Unauthorized use of one of my photos . . .

{Update: This has all been resolved most amicably all the way around with no ill-will and no hard feelings. And isn't that the way it should be?}

This evening I discovered that a company's commercial blog used one of my photos at the top of one of their blog posts. The photo is one I took in July of 2012 and which I uploaded to Fine Art America in September of 2013 and which has sold once.

My photograph of old paintbrushes and paints appears at the top of a blog post; right under my photo is an advertisement.

I wasn't contacted by this website asking permission to use my photograph. They just took it. And that's what bugs me and that's what hurts.

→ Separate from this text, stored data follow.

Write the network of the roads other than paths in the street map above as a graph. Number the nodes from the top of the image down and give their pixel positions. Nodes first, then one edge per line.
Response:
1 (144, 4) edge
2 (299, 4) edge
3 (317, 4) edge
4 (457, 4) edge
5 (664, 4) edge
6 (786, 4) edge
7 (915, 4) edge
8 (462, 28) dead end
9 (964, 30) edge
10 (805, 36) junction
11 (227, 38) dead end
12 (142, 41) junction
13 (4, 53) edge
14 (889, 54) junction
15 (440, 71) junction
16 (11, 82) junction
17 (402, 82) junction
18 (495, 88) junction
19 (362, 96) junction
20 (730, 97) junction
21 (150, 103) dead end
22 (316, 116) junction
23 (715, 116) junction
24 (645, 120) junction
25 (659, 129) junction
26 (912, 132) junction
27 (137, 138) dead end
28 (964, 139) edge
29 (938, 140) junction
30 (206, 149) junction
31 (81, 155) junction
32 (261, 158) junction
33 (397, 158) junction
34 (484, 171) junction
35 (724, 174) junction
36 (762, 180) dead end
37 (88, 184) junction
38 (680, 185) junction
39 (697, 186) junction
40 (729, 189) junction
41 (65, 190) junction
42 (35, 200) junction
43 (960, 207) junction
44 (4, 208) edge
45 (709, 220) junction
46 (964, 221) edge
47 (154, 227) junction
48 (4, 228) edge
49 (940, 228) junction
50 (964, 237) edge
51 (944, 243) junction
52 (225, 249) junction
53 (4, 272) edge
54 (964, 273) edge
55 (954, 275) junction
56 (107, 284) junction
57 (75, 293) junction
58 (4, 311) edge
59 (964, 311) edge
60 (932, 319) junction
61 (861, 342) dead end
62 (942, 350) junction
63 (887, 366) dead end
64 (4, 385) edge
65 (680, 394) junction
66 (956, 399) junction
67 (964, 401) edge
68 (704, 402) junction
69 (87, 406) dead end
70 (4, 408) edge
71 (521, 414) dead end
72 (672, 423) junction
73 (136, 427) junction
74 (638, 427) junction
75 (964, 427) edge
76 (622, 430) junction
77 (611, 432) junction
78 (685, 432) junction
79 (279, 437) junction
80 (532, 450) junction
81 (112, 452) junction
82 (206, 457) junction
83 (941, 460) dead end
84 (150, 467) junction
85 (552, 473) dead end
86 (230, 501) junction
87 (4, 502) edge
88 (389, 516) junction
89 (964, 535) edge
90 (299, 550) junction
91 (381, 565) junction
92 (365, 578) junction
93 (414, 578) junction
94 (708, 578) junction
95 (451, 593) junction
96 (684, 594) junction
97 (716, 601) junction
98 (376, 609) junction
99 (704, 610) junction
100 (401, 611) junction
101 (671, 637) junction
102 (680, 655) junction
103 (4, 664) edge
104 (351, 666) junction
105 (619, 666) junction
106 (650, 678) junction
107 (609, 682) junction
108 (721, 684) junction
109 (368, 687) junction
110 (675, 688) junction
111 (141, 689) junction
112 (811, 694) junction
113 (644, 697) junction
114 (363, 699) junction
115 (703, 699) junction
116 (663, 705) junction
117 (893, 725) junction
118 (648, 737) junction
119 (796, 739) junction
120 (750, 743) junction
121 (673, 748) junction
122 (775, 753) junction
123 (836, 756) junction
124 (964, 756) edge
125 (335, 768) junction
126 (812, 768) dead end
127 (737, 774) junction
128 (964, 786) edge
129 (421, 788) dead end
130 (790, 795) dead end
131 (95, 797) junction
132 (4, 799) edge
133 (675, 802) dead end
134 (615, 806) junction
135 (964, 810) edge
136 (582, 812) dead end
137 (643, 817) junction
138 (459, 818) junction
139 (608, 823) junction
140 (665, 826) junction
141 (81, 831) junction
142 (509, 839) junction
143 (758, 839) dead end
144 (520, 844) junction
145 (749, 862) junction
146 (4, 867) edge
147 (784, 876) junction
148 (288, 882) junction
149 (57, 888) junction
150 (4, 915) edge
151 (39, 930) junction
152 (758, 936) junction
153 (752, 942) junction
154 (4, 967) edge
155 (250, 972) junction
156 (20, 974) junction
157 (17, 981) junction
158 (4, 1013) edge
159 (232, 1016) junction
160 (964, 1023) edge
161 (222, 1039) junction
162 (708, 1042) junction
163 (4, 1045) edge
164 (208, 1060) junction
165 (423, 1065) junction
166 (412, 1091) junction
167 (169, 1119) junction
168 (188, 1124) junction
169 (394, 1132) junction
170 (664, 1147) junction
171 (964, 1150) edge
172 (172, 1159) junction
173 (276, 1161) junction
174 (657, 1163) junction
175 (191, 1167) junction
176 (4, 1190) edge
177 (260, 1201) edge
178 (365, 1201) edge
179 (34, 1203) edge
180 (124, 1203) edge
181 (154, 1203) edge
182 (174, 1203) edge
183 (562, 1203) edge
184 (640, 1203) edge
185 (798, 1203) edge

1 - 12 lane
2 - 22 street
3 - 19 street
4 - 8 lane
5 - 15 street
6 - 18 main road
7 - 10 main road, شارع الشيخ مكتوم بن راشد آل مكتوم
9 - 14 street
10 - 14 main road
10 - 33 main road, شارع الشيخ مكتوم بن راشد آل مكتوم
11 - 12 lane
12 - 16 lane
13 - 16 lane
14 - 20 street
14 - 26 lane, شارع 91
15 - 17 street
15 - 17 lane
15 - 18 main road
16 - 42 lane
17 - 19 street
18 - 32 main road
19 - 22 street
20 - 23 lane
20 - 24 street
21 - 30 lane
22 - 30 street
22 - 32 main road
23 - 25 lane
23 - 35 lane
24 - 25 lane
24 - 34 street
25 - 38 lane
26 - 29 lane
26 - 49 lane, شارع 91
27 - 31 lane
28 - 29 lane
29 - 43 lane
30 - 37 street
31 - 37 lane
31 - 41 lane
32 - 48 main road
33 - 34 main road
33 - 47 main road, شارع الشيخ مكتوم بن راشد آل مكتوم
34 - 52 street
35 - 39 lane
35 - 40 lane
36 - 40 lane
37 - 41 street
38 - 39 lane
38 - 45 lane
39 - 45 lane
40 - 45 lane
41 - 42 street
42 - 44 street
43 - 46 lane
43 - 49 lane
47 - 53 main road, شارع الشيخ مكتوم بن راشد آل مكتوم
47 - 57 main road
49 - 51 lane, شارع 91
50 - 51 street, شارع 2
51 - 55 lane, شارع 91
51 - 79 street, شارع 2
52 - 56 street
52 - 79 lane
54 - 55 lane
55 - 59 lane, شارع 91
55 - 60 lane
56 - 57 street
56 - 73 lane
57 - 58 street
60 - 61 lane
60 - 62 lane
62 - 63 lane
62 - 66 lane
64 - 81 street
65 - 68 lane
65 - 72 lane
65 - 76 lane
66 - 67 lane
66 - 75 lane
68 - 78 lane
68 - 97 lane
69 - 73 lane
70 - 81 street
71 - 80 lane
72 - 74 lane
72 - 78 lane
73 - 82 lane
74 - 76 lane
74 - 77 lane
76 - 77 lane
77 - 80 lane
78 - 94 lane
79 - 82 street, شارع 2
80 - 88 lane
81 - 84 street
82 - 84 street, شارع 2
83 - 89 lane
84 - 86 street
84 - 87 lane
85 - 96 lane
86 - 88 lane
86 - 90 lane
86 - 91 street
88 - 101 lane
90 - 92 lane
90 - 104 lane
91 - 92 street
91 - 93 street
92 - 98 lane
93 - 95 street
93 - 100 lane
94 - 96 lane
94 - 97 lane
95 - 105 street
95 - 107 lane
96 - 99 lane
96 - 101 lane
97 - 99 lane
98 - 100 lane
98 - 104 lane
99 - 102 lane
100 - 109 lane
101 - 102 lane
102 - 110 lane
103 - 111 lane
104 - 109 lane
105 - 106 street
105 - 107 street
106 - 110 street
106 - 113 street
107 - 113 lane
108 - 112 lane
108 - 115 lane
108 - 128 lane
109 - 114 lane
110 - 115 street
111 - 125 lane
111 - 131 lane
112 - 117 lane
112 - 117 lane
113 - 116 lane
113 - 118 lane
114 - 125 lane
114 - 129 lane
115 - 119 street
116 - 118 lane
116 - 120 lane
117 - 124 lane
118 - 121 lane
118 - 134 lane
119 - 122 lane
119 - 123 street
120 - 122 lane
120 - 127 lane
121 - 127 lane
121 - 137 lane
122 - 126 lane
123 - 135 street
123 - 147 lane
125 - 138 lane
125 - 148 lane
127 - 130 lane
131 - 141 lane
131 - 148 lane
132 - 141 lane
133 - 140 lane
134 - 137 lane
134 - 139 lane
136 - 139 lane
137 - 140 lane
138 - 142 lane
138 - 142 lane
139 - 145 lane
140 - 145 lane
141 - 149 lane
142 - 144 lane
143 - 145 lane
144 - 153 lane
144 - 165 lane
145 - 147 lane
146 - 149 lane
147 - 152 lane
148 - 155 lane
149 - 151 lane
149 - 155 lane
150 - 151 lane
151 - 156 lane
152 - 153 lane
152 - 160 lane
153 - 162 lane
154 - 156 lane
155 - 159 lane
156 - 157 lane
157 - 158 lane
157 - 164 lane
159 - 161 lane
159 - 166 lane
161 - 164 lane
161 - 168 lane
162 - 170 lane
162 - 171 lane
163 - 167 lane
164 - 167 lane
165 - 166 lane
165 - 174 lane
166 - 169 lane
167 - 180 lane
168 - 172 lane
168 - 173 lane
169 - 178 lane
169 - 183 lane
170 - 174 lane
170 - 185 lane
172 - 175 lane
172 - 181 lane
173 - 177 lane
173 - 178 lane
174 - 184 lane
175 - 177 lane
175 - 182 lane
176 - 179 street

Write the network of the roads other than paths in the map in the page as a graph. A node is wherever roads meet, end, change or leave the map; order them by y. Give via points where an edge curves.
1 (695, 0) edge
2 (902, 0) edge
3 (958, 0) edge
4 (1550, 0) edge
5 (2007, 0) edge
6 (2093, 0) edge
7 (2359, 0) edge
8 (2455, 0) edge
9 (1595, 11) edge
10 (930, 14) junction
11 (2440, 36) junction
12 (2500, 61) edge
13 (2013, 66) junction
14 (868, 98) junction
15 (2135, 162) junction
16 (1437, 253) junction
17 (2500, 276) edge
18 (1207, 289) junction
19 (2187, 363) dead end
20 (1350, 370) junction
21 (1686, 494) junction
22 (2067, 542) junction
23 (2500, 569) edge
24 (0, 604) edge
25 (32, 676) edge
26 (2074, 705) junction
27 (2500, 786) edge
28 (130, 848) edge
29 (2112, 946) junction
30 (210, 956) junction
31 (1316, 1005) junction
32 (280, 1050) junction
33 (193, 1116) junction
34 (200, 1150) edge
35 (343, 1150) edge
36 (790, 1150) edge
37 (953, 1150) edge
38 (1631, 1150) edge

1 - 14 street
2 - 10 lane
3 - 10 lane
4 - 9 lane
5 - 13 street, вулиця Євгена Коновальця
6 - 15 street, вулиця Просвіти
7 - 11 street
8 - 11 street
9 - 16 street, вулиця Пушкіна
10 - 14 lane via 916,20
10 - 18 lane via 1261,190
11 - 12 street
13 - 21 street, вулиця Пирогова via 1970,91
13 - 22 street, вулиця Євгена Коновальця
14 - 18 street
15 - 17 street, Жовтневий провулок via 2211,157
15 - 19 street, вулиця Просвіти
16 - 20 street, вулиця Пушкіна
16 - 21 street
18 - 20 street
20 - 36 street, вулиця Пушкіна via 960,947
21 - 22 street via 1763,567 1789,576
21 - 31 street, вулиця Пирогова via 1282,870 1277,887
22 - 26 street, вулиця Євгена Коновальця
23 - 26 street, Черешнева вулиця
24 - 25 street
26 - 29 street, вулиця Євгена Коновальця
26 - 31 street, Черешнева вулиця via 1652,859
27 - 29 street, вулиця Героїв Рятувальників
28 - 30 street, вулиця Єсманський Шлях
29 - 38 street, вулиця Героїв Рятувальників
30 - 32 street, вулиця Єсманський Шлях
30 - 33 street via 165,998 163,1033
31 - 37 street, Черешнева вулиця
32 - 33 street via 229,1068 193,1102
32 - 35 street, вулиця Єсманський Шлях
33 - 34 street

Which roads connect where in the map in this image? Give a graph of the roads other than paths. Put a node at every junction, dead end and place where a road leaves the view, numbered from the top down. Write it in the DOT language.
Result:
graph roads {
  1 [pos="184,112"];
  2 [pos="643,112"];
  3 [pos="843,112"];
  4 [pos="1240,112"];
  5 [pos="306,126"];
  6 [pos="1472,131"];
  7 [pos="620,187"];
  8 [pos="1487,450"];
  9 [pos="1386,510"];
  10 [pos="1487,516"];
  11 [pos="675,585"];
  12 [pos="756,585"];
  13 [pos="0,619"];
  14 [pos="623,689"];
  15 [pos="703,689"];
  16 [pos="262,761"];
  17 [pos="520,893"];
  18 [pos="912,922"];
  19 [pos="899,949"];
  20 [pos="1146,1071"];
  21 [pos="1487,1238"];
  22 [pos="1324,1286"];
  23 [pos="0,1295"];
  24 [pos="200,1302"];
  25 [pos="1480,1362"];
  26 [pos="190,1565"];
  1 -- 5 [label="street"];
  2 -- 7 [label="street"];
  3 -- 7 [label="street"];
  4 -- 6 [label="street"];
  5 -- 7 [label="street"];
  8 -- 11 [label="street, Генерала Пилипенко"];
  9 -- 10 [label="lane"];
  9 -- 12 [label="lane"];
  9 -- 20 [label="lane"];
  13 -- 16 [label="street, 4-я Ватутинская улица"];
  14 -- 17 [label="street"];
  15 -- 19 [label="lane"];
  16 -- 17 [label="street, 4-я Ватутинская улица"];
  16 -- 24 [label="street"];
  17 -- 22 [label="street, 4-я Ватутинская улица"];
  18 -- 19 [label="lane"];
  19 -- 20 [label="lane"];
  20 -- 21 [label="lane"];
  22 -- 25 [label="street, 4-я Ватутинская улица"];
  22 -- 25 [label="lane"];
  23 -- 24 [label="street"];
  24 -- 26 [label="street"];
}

This website apparently receives payment to have ads from major companies appear on their site. So they're getting paid for their work. They're using my work to make their site more appealing. I sell my work for a living, yet they did not ask me if they could use or if they could license my photo.

Do I know for a fact that they're getting paid to run ads on their site? No. But it doesn't really matter. What matters is the concept of taking my art to make their site look better without asking.

I took numerous screen shots of their page as well as the page where I believe they snagged my photograph. And this is the e-mail I sent to them this evening:

Dear Anjana Love Dixon,

Regarding your post of October 22, 2013 -- “The Passion of the Artist”  http://theanjananetwork.net/2013/10/22/the-passion-of-the-artist/ -- I noticed you used a copyrighted photo I had taken of old tubes of paint and paintbrushes.

I first published this photo on my own blog in July of 2012. http://carolleigh.blogspot.com/2012_07_01_archive.html

You did not contact me to request permission to use my photograph on your commercial blog. If you had, I probably would have granted it, but since you did not, please remove my photo from your website.

I certainly would not copy one of your articles and publish it in my blog; I expect the same courtesy from others regarding my photographs.

Thank you.

Carol Leigh
http://carolleigh.blogspot.com


I'm posting this here because most of you are photographers and perhaps many of you have encountered the same situation. There are all sorts of legal measures I could take, but I'd just rather ask them to remove my photograph from their website and then hope that they'll think twice before taking someone else's work to decorate their words. I'll let you know how it turns out.